Арно д'Эстутвиль: И этот выпад не оскорбил Арно, наоборот, он расценил его как остроумную шутку, делающую честь иронии мадам Паланеу, которая все сильнее распаляла иноземца в его желании овладеть этой восхитительной женщиной. - Блаженны нищие духом и смиренные в сердцах своих, - шевалье широко улыбнулся, принимая из рук хозяйки неказистые обноски . Подобный наряд он никогда в жизни не надевал, предпочитая тонкое белье и дорогие шелка и бархат.
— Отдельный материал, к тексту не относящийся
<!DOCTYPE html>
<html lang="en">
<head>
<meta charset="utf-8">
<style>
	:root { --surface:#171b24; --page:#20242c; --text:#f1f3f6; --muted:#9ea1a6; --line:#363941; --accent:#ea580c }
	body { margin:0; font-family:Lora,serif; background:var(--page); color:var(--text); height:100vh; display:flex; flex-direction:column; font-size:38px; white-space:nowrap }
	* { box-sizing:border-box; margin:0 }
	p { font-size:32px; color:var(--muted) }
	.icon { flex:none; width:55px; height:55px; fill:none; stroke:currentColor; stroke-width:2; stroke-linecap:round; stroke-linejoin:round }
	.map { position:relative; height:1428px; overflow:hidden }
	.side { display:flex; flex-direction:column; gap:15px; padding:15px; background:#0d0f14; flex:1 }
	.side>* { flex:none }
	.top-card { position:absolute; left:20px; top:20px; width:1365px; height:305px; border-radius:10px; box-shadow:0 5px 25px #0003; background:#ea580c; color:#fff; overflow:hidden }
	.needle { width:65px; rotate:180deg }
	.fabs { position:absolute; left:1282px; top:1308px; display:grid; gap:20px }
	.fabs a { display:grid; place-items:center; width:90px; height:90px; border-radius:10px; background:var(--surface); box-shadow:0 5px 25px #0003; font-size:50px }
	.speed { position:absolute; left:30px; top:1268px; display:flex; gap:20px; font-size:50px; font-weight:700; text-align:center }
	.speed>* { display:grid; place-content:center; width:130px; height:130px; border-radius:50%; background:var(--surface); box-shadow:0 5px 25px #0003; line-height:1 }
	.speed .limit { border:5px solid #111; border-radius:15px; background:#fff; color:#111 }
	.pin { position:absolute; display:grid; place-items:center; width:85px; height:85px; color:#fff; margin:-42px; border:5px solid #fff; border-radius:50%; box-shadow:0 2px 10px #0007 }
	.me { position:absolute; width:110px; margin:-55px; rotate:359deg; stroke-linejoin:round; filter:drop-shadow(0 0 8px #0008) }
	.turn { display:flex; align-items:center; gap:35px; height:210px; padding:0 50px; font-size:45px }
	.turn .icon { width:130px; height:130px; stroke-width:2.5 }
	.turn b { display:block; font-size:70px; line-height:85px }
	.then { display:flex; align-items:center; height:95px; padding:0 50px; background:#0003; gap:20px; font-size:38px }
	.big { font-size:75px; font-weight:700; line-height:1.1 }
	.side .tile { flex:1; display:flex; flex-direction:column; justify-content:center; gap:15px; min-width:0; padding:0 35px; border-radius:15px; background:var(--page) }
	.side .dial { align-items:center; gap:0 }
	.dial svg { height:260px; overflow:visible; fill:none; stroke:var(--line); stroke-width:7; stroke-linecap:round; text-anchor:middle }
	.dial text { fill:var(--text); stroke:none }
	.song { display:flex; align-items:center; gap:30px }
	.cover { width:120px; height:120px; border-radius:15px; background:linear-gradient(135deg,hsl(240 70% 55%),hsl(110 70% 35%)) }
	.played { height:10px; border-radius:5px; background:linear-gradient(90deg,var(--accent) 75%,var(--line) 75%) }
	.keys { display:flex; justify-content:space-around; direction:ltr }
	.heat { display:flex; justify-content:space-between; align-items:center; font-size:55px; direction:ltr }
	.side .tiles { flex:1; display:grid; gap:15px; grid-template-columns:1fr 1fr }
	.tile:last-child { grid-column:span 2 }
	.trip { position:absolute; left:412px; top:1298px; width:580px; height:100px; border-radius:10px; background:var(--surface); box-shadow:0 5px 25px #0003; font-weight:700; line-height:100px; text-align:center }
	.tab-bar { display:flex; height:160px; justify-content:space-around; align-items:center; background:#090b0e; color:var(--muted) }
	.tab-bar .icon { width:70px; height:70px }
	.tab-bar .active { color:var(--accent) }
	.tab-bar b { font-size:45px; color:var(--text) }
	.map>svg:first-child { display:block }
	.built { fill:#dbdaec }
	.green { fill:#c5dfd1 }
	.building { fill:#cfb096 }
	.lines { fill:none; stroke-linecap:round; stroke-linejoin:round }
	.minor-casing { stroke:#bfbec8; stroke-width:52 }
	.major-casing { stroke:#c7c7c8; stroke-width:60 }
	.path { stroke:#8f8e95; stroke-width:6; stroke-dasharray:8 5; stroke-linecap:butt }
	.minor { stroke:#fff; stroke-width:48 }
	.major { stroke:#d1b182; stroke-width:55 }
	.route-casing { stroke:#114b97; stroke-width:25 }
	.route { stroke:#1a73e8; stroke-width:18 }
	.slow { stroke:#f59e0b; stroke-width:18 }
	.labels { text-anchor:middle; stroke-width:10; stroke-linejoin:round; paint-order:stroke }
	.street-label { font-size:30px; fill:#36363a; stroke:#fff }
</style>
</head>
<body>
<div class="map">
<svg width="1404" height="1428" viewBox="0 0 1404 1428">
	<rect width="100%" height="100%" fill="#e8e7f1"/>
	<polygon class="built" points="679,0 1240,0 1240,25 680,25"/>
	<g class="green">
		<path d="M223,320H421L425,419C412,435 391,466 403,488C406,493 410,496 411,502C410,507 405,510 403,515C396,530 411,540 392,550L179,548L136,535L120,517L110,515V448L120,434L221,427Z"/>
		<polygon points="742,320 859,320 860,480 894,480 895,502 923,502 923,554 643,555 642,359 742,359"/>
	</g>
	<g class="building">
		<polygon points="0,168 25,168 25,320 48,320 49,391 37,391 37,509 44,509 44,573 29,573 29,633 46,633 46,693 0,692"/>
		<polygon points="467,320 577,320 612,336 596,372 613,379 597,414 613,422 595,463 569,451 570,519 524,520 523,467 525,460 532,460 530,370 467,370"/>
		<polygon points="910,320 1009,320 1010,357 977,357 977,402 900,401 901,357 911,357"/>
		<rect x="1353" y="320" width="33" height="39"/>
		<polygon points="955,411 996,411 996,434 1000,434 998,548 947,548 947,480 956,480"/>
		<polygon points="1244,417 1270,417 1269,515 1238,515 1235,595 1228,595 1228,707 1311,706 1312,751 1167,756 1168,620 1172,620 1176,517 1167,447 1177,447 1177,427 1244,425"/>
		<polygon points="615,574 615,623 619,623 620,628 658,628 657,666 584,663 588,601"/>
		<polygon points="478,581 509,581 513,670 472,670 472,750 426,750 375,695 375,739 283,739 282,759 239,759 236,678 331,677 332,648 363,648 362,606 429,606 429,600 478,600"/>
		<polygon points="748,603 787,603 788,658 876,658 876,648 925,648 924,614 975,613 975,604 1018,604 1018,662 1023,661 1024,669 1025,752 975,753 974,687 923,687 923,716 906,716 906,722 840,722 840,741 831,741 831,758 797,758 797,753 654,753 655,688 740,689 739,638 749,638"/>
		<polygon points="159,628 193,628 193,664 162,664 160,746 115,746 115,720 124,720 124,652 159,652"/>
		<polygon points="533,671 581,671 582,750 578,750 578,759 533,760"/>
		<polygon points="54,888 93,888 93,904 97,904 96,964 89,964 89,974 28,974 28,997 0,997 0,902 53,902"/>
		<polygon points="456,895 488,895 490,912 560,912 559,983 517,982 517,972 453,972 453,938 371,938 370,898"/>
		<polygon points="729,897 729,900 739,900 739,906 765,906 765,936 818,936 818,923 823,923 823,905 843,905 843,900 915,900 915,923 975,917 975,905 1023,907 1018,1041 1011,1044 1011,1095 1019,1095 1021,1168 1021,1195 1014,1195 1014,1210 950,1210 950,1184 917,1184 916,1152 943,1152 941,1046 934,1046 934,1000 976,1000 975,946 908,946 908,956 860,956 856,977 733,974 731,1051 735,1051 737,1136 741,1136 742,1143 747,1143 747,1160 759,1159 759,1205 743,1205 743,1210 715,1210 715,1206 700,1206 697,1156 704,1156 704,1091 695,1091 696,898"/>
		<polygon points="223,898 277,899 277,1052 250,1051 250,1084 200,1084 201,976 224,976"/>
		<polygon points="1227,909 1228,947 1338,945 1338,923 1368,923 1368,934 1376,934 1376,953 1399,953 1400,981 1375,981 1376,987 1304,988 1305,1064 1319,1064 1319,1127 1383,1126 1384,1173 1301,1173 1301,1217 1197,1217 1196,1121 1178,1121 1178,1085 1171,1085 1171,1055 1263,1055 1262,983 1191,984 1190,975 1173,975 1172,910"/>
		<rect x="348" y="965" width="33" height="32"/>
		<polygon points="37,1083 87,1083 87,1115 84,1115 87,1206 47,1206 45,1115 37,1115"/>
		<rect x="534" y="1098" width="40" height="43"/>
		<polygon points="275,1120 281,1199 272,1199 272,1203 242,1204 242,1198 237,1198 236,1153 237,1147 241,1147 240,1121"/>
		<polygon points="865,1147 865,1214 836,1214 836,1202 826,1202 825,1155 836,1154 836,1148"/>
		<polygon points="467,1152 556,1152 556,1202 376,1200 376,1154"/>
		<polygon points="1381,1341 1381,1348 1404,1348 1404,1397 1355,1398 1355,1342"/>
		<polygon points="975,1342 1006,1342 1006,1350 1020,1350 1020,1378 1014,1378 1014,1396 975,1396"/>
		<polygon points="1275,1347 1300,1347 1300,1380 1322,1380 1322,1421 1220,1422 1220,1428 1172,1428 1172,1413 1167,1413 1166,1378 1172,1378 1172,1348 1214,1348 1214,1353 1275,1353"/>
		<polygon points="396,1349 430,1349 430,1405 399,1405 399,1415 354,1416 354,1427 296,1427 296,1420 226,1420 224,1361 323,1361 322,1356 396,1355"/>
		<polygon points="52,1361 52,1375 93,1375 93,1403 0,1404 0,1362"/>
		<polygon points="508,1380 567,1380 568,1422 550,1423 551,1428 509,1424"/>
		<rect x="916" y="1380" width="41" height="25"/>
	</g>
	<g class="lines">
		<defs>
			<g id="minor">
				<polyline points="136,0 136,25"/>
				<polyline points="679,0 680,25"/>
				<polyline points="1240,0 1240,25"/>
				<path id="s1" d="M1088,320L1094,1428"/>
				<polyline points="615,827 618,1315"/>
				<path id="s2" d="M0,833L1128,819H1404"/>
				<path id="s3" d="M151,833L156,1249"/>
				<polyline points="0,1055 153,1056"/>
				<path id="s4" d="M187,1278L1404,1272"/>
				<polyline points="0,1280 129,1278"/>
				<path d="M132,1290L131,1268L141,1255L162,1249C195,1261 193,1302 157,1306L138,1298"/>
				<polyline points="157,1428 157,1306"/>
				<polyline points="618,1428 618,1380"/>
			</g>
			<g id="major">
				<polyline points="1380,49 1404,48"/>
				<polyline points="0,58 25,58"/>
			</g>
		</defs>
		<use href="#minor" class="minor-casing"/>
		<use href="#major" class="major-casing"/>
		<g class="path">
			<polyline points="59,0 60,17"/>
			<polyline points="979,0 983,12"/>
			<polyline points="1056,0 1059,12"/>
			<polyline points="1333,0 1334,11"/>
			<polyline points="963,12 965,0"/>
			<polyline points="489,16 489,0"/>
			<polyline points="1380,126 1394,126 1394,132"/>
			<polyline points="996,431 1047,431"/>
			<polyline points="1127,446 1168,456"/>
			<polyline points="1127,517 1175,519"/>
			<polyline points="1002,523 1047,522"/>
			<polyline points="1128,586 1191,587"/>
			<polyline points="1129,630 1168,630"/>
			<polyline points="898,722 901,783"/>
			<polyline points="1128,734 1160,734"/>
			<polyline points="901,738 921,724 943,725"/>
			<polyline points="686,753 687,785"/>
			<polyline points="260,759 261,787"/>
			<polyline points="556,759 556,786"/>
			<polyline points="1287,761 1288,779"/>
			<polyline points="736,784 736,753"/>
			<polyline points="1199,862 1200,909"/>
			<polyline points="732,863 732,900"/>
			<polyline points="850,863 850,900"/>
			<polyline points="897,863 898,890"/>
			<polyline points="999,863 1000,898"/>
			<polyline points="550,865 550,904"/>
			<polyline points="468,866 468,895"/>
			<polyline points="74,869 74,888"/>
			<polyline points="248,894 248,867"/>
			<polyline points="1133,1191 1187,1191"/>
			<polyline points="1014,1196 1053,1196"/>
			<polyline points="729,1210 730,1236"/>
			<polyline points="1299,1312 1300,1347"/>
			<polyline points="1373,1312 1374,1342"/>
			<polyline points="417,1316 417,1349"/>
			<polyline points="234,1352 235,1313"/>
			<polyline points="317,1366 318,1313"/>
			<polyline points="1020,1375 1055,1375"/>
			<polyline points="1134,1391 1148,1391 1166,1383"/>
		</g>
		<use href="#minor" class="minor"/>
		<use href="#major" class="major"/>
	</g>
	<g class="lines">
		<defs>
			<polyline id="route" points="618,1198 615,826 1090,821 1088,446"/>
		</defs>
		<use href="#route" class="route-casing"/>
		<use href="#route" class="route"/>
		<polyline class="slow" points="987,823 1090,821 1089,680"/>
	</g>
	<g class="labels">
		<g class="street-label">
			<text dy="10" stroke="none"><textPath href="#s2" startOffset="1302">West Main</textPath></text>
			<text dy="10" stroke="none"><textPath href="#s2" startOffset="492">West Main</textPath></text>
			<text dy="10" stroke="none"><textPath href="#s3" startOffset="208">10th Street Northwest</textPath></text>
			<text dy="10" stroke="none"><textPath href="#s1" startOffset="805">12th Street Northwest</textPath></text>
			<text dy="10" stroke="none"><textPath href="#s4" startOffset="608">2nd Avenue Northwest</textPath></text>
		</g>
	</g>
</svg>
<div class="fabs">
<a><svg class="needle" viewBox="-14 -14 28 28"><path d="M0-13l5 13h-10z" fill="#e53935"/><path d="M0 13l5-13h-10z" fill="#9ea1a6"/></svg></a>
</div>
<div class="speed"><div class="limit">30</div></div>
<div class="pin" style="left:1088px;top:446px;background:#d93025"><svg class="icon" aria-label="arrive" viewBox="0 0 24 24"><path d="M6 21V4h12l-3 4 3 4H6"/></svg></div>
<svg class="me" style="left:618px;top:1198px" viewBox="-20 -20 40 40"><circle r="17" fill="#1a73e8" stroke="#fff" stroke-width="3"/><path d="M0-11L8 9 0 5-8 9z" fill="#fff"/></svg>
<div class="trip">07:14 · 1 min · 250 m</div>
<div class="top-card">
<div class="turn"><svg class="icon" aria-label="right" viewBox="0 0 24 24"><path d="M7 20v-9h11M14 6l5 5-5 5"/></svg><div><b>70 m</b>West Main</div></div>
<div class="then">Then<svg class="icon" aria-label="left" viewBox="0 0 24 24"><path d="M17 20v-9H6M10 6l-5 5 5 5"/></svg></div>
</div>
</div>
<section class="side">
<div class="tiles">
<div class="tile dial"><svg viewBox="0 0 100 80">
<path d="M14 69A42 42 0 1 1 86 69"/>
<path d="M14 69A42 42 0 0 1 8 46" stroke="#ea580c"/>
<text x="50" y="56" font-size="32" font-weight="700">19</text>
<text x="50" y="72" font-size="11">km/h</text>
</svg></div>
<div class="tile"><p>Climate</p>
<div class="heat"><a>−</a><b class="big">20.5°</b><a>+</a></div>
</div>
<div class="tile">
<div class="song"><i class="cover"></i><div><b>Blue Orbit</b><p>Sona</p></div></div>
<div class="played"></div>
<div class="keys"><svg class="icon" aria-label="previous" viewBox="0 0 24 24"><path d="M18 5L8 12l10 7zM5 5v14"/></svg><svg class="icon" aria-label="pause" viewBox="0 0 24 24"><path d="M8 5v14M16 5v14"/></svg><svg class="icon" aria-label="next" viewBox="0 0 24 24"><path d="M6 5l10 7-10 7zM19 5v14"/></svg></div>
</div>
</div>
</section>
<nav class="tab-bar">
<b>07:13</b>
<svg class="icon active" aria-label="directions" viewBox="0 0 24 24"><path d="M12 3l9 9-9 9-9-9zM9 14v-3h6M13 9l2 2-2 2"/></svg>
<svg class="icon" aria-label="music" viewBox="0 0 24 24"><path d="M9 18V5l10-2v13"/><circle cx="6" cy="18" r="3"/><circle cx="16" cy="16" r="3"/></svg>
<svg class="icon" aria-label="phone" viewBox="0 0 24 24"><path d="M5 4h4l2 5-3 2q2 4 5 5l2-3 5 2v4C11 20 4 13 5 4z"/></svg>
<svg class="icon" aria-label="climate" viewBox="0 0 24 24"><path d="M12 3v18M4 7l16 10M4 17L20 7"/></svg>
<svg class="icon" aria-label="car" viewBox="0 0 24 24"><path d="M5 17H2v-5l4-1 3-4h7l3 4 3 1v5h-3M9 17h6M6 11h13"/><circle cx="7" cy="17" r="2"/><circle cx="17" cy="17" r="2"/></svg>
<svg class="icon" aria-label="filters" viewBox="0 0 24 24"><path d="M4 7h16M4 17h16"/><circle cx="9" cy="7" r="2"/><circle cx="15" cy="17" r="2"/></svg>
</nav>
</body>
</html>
Но рыцари из романов во имя долга и любви совершали и не такие поступки, как вмещение своих благородных телес в простонародные одежды. Удалившись в новое обиталище, д'Эстутвиль принялся облачаться. Чувства, испытываемые при этом действе, можно было описать как смешанные. Разгуливать по дому в чем мать родила было, безусловно, приятно, когда в таком же костюме хотелось узреть желанную особу, однако смущение, не вязавшееся с похотью, впрочем, нисколько ей и не противоречившее, заставляло сдерживаться в собственных порывах.

Руфина Мартиноцци: Судя по всему, господин д'Эстутвиль намеревался повсюду следовать за Руфиной, как цыпленок за наседкой - и пусть даже в этом не было никакого дурного умысла, она все равно чувствовала неловкость. У нее проскользнула было мысль вручить Арно молоток и отправить на улицу, закончить починку ставня, но опасение, что шевалье отобьет себе пальцы, заставило Руфину отказаться от этой замечательной идеи. В сегодняшнем Константинополе человеку благородному было себя занять решительно нечем, и вдове Паланеу пришлось смириться с тем, что у нее появилась вторая тень. К тому времени, как француз переоделся, Руфина успела замочить его белье, а теперь задумчиво рассматривала на свет пятна на щегольском сюрко. - Боюсь, господин, это вывести не удастся, - со вздохом сообщила она Арно.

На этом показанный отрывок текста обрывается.